Description of the task:
Repeat each entry exactly and drop the pictures.

[Items from a data source]
-=-=-=-=-

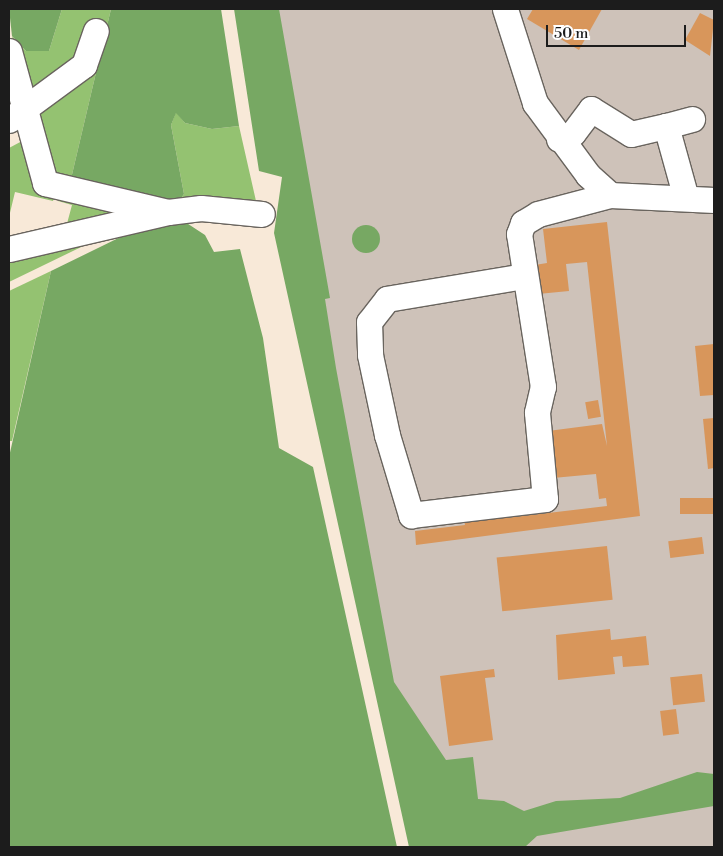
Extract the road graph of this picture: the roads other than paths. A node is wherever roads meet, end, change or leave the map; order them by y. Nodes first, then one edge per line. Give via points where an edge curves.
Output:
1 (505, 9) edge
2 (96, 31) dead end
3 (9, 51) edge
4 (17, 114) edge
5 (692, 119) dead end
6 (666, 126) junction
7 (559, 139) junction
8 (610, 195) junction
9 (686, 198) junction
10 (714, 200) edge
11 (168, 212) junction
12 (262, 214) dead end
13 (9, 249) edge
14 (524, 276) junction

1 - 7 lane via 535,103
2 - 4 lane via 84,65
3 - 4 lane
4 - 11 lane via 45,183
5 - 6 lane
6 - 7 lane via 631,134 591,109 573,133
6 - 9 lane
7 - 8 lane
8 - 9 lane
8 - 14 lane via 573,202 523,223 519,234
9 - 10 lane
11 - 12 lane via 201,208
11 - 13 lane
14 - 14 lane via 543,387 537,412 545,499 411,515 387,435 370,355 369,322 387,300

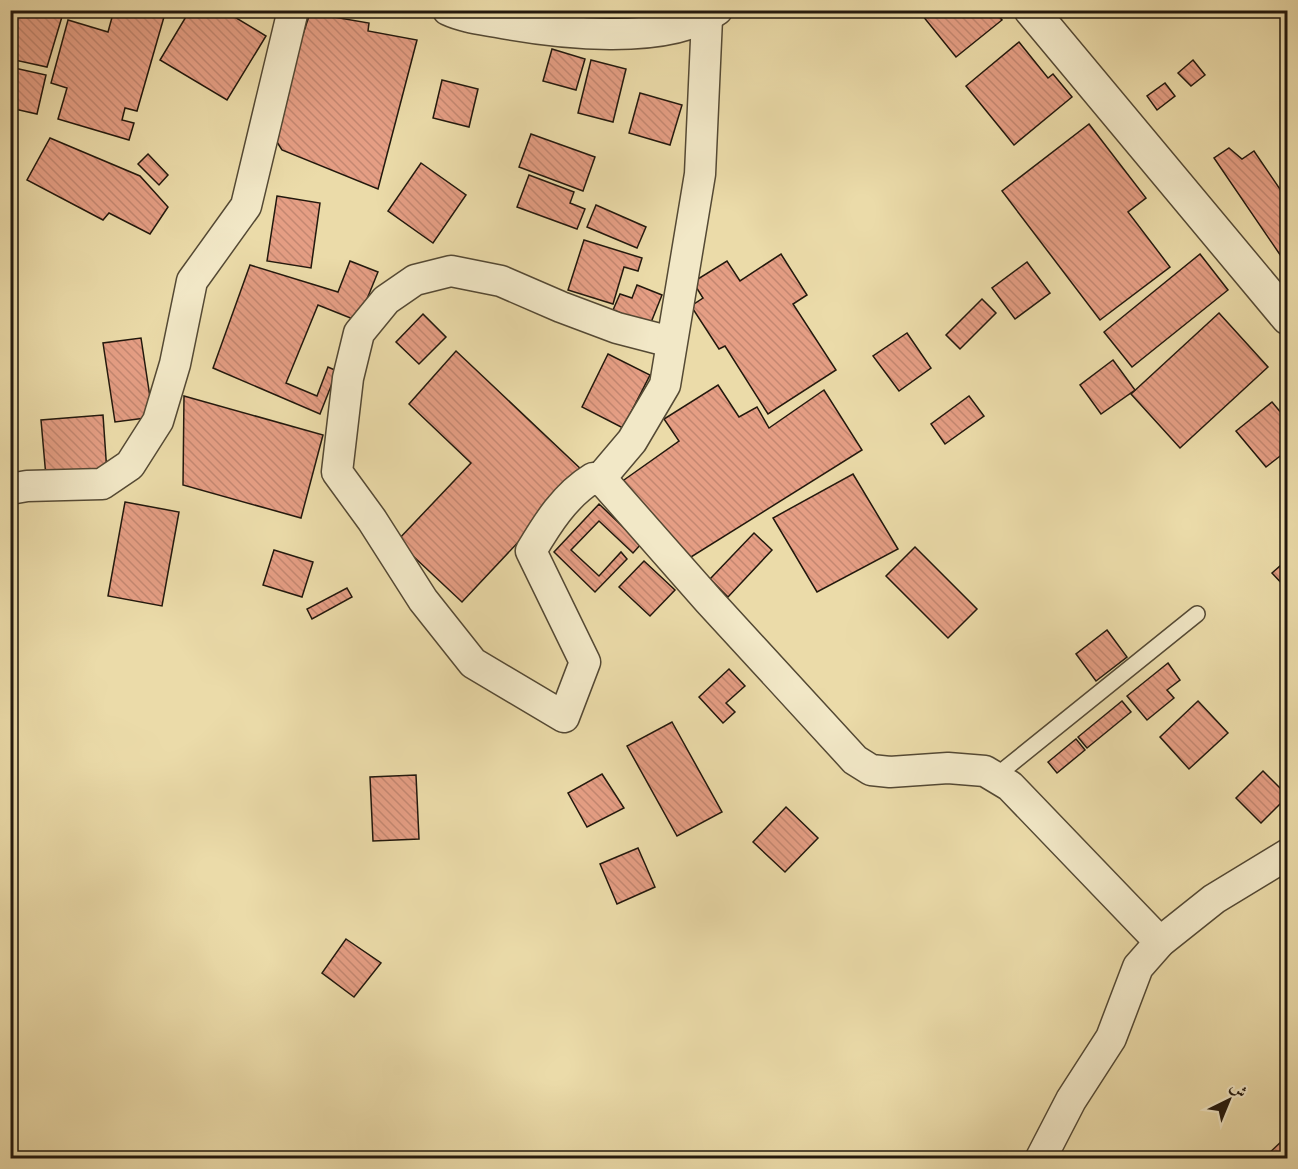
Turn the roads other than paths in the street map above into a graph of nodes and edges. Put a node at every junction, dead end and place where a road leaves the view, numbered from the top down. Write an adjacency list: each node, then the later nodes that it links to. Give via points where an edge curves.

-=-=-=-=-

Answer box:
Extract the road graph of this picture: the roads other than paths. A node is wherever roads meet, end, change or leave the map; order them by y. Nodes first, then one edge per line. Give via points where an edge curves.
Output:
1 (505, 9) edge
2 (96, 31) dead end
3 (9, 51) edge
4 (17, 114) edge
5 (692, 119) dead end
6 (666, 126) junction
7 (559, 139) junction
8 (610, 195) junction
9 (686, 198) junction
10 (714, 200) edge
11 (168, 212) junction
12 (262, 214) dead end
13 (9, 249) edge
14 (524, 276) junction

1 - 7 lane via 535,103
2 - 4 lane via 84,65
3 - 4 lane
4 - 11 lane via 45,183
5 - 6 lane
6 - 7 lane via 631,134 591,109 573,133
6 - 9 lane
7 - 8 lane
8 - 9 lane
8 - 14 lane via 573,202 523,223 519,234
9 - 10 lane
11 - 12 lane via 201,208
11 - 13 lane
14 - 14 lane via 543,387 537,412 545,499 411,515 387,435 370,355 369,322 387,300

Turn the roads other than paths in the street map above into a graph of nodes and edges. Put a node at every junction, dead end and place where a road leaves the view, numbered from the top down. Write an adjacency list: each node, then the later nodes that it links to. Give via points where an edge curves.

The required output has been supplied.